■ ASSIGNMENT:
Look through the records below and state how many lines carry the string "nodes", adding nothing.

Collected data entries
________

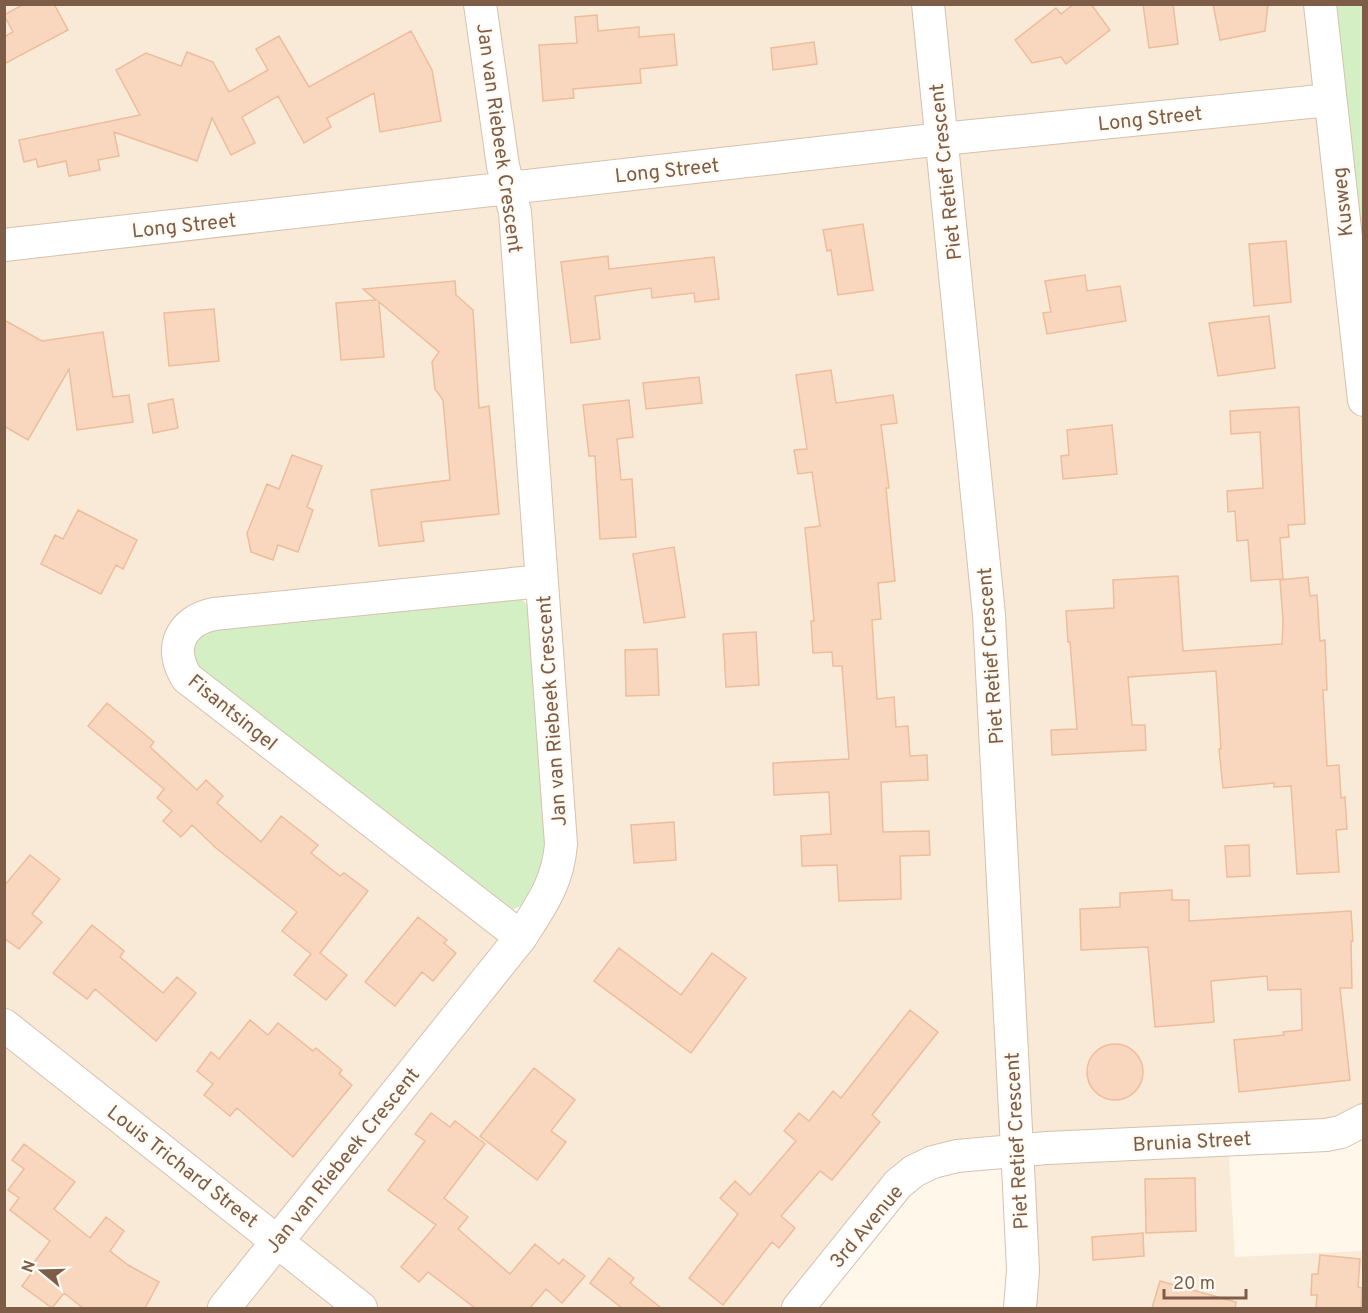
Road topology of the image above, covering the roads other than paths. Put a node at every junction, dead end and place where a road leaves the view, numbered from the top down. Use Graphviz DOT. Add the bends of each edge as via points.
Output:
graph roads {
  1 [pos="480,4"];
  2 [pos="928,4"];
  3 [pos="1320,4"];
  4 [pos="1330,100"];
  5 [pos="942,139"];
  6 [pos="509,188"];
  7 [pos="4,245"];
  8 [pos="1364,400"];
  9 [pos="542,581"];
  10 [pos="521,937"];
  11 [pos="4,1025"];
  12 [pos="1364,1120"];
  13 [pos="1017,1150"];
  14 [pos="278,1241"];
  15 [pos="224,1308"];
  16 [pos="361,1308"];
  17 [pos="798,1308"];
  18 [pos="1020,1308"];
  1 -- 6 [label="street, Jan van Riebeek Crescent"];
  2 -- 5 [label="street, Piet Retief Crescent"];
  3 -- 4 [label="street, Kusweg"];
  4 -- 5 [label="street, Long Street"];
  4 -- 8 [label="street, Kusweg"];
  5 -- 6 [label="street, Long Street"];
  5 -- 13 [label="street, Piet Retief Crescent" via="989,615"];
  6 -- 7 [label="street, Long Street"];
  6 -- 9 [label="street, Jan van Riebeek Crescent" via="515,212"];
  9 -- 10 [label="street, Jan van Riebeek Crescent" via="560,852 550,890"];
  9 -- 10 [label="street, Fisantsingel" via="214,614 194,621 178,647 181,669 187,678"];
  10 -- 14 [label="street, Jan van Riebeek Crescent"];
  11 -- 14 [label="street, Louis Trichard Street"];
  12 -- 13 [label="street, Brunia Street" via="1326,1135"];
  13 -- 17 [label="street, 3rd Avenue" via="944,1158 914,1171 898,1184"];
  13 -- 18 [label="street, Piet Retief Crescent" via="1023,1270"];
  14 -- 15 [label="street, Jan van Riebeek Crescent"];
  14 -- 16 [label="street, Louis Trichard Street"];
}
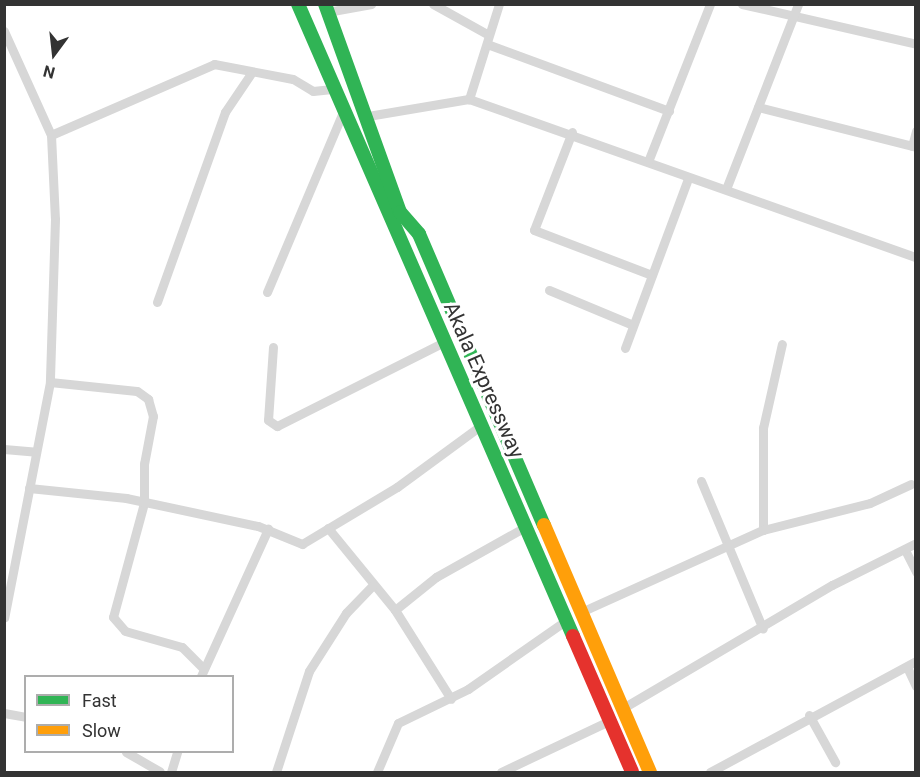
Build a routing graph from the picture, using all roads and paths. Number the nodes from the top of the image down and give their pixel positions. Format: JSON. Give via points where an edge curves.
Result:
{"nodes":[{"id":1,"x":298,"y":4,"type":"edge"},
{"id":2,"x":371,"y":4,"type":"edge"},
{"id":3,"x":433,"y":4,"type":"edge"},
{"id":4,"x":499,"y":4,"type":"edge"},
{"id":5,"x":710,"y":4,"type":"edge"},
{"id":6,"x":742,"y":4,"type":"edge"},
{"id":7,"x":325,"y":7,"type":"edge"},
{"id":8,"x":796,"y":9,"type":"edge"},
{"id":9,"x":306,"y":25,"type":"junction"},
{"id":10,"x":4,"y":31,"type":"edge"},
{"id":11,"x":487,"y":39,"type":"junction"},
{"id":12,"x":915,"y":44,"type":"edge"},
{"id":13,"x":343,"y":51,"type":"junction"},
{"id":14,"x":12,"y":58,"type":"junction"},
{"id":15,"x":319,"y":60,"type":"junction"},
{"id":16,"x":4,"y":66,"type":"edge"},
{"id":17,"x":252,"y":72,"type":"junction"},
{"id":18,"x":332,"y":89,"type":"junction"},
{"id":19,"x":469,"y":99,"type":"junction"},
{"id":20,"x":758,"y":107,"type":"junction"},
{"id":21,"x":669,"y":111,"type":"junction"},
{"id":22,"x":344,"y":112,"type":"junction"},
{"id":23,"x":368,"y":116,"type":"junction"},
{"id":24,"x":572,"y":132,"type":"junction"},
{"id":25,"x":915,"y":132,"type":"edge"},
{"id":26,"x":51,"y":135,"type":"junction"},
{"id":27,"x":914,"y":146,"type":"edge"},
{"id":28,"x":649,"y":159,"type":"junction"},
{"id":29,"x":688,"y":179,"type":"junction"},
{"id":30,"x":726,"y":189,"type":"junction"},
{"id":31,"x":915,"y":257,"type":"edge"},
{"id":32,"x":652,"y":275,"type":"junction"},
{"id":33,"x":549,"y":290,"type":"dead end"},
{"id":34,"x":267,"y":292,"type":"dead end"},
{"id":35,"x":157,"y":302,"type":"dead end"},
{"id":36,"x":633,"y":325,"type":"junction"},
{"id":37,"x":444,"y":342,"type":"junction"},
{"id":38,"x":782,"y":344,"type":"dead end"},
{"id":39,"x":273,"y":347,"type":"dead end"},
{"id":40,"x":625,"y":348,"type":"dead end"},
{"id":41,"x":50,"y":382,"type":"junction"},
{"id":42,"x":480,"y":426,"type":"junction"},
{"id":43,"x":4,"y":449,"type":"edge"},
{"id":44,"x":36,"y":452,"type":"junction"},
{"id":45,"x":701,"y":481,"type":"dead end"},
{"id":46,"x":911,"y":484,"type":"dead end"},
{"id":47,"x":28,"y":488,"type":"junction"},
{"id":48,"x":144,"y":503,"type":"junction"},
{"id":49,"x":525,"y":527,"type":"junction"},
{"id":50,"x":328,"y":528,"type":"junction"},
{"id":51,"x":268,"y":529,"type":"junction"},
{"id":52,"x":763,"y":530,"type":"junction"},
{"id":53,"x":915,"y":543,"type":"edge"},
{"id":54,"x":730,"y":546,"type":"junction"},
{"id":55,"x":904,"y":550,"type":"junction"},
{"id":56,"x":915,"y":572,"type":"edge"},
{"id":57,"x":373,"y":585,"type":"junction"},
{"id":58,"x":395,"y":609,"type":"junction"},
{"id":59,"x":581,"y":612,"type":"junction"},
{"id":60,"x":4,"y":618,"type":"edge"},
{"id":61,"x":566,"y":621,"type":"junction"},
{"id":62,"x":763,"y":629,"type":"junction"},
{"id":63,"x":602,"y":660,"type":"junction"},
{"id":64,"x":911,"y":664,"type":"edge"},
{"id":65,"x":585,"y":666,"type":"junction"},
{"id":66,"x":202,"y":672,"type":"edge"},
{"id":67,"x":915,"y":686,"type":"edge"},
{"id":68,"x":451,"y":699,"type":"junction"},
{"id":69,"x":622,"y":708,"type":"junction"},
{"id":70,"x":4,"y":713,"type":"edge"},
{"id":71,"x":809,"y":715,"type":"junction"},
{"id":72,"x":24,"y":717,"type":"edge"},
{"id":73,"x":611,"y":720,"type":"junction"},
{"id":74,"x":128,"y":753,"type":"edge"},
{"id":75,"x":177,"y":753,"type":"edge"},
{"id":76,"x":835,"y":762,"type":"dead end"},
{"id":77,"x":160,"y":772,"type":"edge"},
{"id":78,"x":171,"y":772,"type":"edge"},
{"id":79,"x":276,"y":772,"type":"edge"},
{"id":80,"x":377,"y":772,"type":"edge"},
{"id":81,"x":501,"y":772,"type":"edge"},
{"id":82,"x":632,"y":772,"type":"edge"},
{"id":83,"x":650,"y":772,"type":"edge"},
{"id":84,"x":710,"y":772,"type":"edge"}],
"edges":[{"from":1,"to":9,"type":"main road","name":"Akala Expressway"},
{"from":2,"to":7,"type":"street"},
{"from":3,"to":11,"type":"street"},
{"from":4,"to":11,"type":"street"},
{"from":5,"to":21,"type":"street"},
{"from":6,"to":8,"type":"street"},
{"from":7,"to":9,"type":"main road"},
{"from":7,"to":13,"type":"main road","name":"Akala Expressway"},
{"from":8,"to":12,"type":"street"},
{"from":8,"to":20,"type":"street"},
{"from":9,"to":15,"type":"main road","name":"Akala Expressway"},
{"from":10,"to":14,"type":"street"},
{"from":11,"to":19,"type":"street"},
{"from":11,"to":21,"type":"street"},
{"from":13,"to":15,"type":"main road"},
{"from":13,"to":23,"type":"main road","name":"Akala Expressway"},
{"from":14,"to":16,"type":"street"},
{"from":14,"to":26,"type":"street"},
{"from":15,"to":18,"type":"main road","name":"Akala Expressway"},
{"from":17,"to":18,"type":"street","via":[[293,79],[313,91]]},
{"from":17,"to":26,"type":"street","via":[[214,64]]},
{"from":17,"to":35,"type":"street","via":[[225,112]]},
{"from":18,"to":22,"type":"main road","name":"Akala Expressway"},
{"from":19,"to":23,"type":"street"},
{"from":19,"to":24,"type":"street"},
{"from":20,"to":27,"type":"street"},
{"from":20,"to":30,"type":"street"},
{"from":21,"to":28,"type":"street"},
{"from":22,"to":34,"type":"street"},
{"from":22,"to":37,"type":"main road","name":"Akala Expressway"},
{"from":23,"to":59,"type":"main road","name":"Akala Expressway","via":[[400,212],[419,234]]},
{"from":24,"to":28,"type":"street"},
{"from":24,"to":32,"type":"street","via":[[534,230]]},
{"from":25,"to":27,"type":"street"},
{"from":26,"to":41,"type":"street","via":[[55,219]]},
{"from":28,"to":29,"type":"street"},
{"from":29,"to":30,"type":"street"},
{"from":29,"to":32,"type":"street"},
{"from":30,"to":31,"type":"street"},
{"from":32,"to":36,"type":"street"},
{"from":33,"to":36,"type":"street"},
{"from":36,"to":40,"type":"street"},
{"from":37,"to":39,"type":"street","via":[[277,426],[268,420]]},
{"from":37,"to":42,"type":"main road","name":"Akala Expressway"},
{"from":38,"to":52,"type":"street","via":[[763,428]]},
{"from":41,"to":44,"type":"street"},
{"from":41,"to":48,"type":"street","via":[[136,391],[148,399],[153,416],[144,464]]},
{"from":42,"to":49,"type":"main road","name":"Akala Expressway"},
{"from":42,"to":50,"type":"street","via":[[397,487]]},
{"from":43,"to":44,"type":"street"},
{"from":44,"to":47,"type":"street"},
{"from":45,"to":54,"type":"street"},
{"from":46,"to":52,"type":"street","via":[[870,503]]},
{"from":47,"to":48,"type":"street"},
{"from":47,"to":60,"type":"street"},
{"from":48,"to":51,"type":"street"},
{"from":48,"to":66,"type":"street","via":[[112,617],[125,631],[182,647]]},
{"from":49,"to":58,"type":"street","via":[[444,572]]},
{"from":49,"to":61,"type":"main road","name":"Akala Expressway"},
{"from":50,"to":51,"type":"street","via":[[302,544]]},
{"from":50,"to":57,"type":"street"},
{"from":51,"to":66,"type":"street"},
{"from":52,"to":54,"type":"street"},
{"from":53,"to":55,"type":"street"},
{"from":54,"to":59,"type":"street"},
{"from":54,"to":62,"type":"street"},
{"from":55,"to":56,"type":"street"},
{"from":55,"to":62,"type":"street","via":[[832,585]]},
{"from":57,"to":58,"type":"street"},
{"from":57,"to":79,"type":"street","via":[[346,614],[309,671]]},
{"from":58,"to":68,"type":"street"},
{"from":59,"to":63,"type":"main road","name":"Akala Expressway"},
{"from":61,"to":65,"type":"main road","name":"Akala Expressway"},
{"from":61,"to":68,"type":"street"},
{"from":62,"to":69,"type":"street"},
{"from":63,"to":65,"type":"main road"},
{"from":63,"to":69,"type":"main road","name":"Akala Expressway"},
{"from":64,"to":67,"type":"street"},
{"from":64,"to":71,"type":"street"},
{"from":65,"to":73,"type":"main road","name":"Akala Expressway"},
{"from":68,"to":80,"type":"street","via":[[398,723]]},
{"from":69,"to":83,"type":"main road","name":"Akala Expressway"},
{"from":70,"to":72,"type":"street"},
{"from":71,"to":76,"type":"street"},
{"from":71,"to":84,"type":"street"},
{"from":73,"to":81,"type":"street"},
{"from":73,"to":82,"type":"main road","name":"Akala Expressway"},
{"from":74,"to":77,"type":"street"},
{"from":75,"to":78,"type":"street"}]}
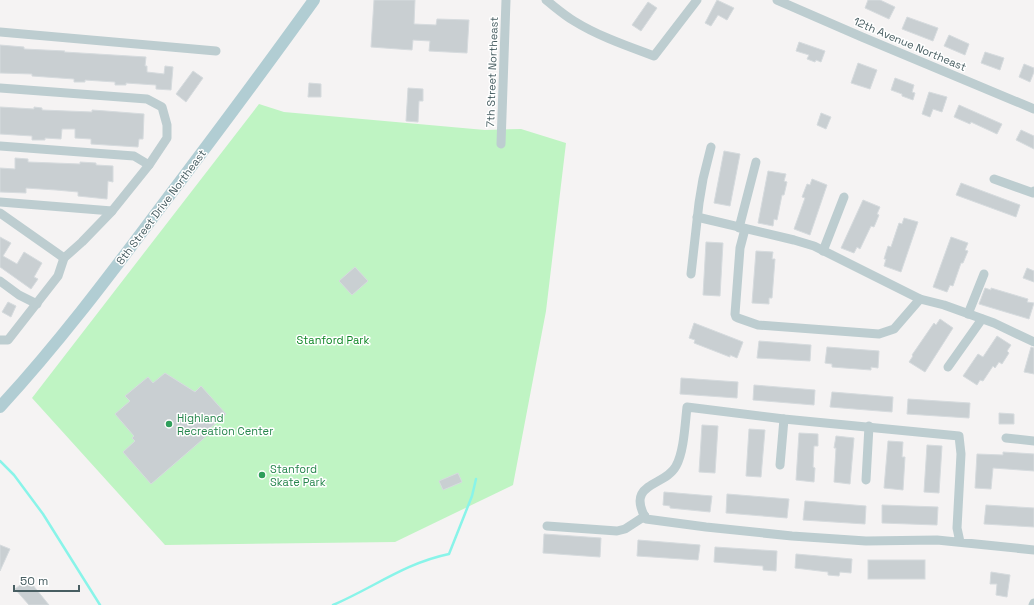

________

■ RESULT FOR THIS TASK:
2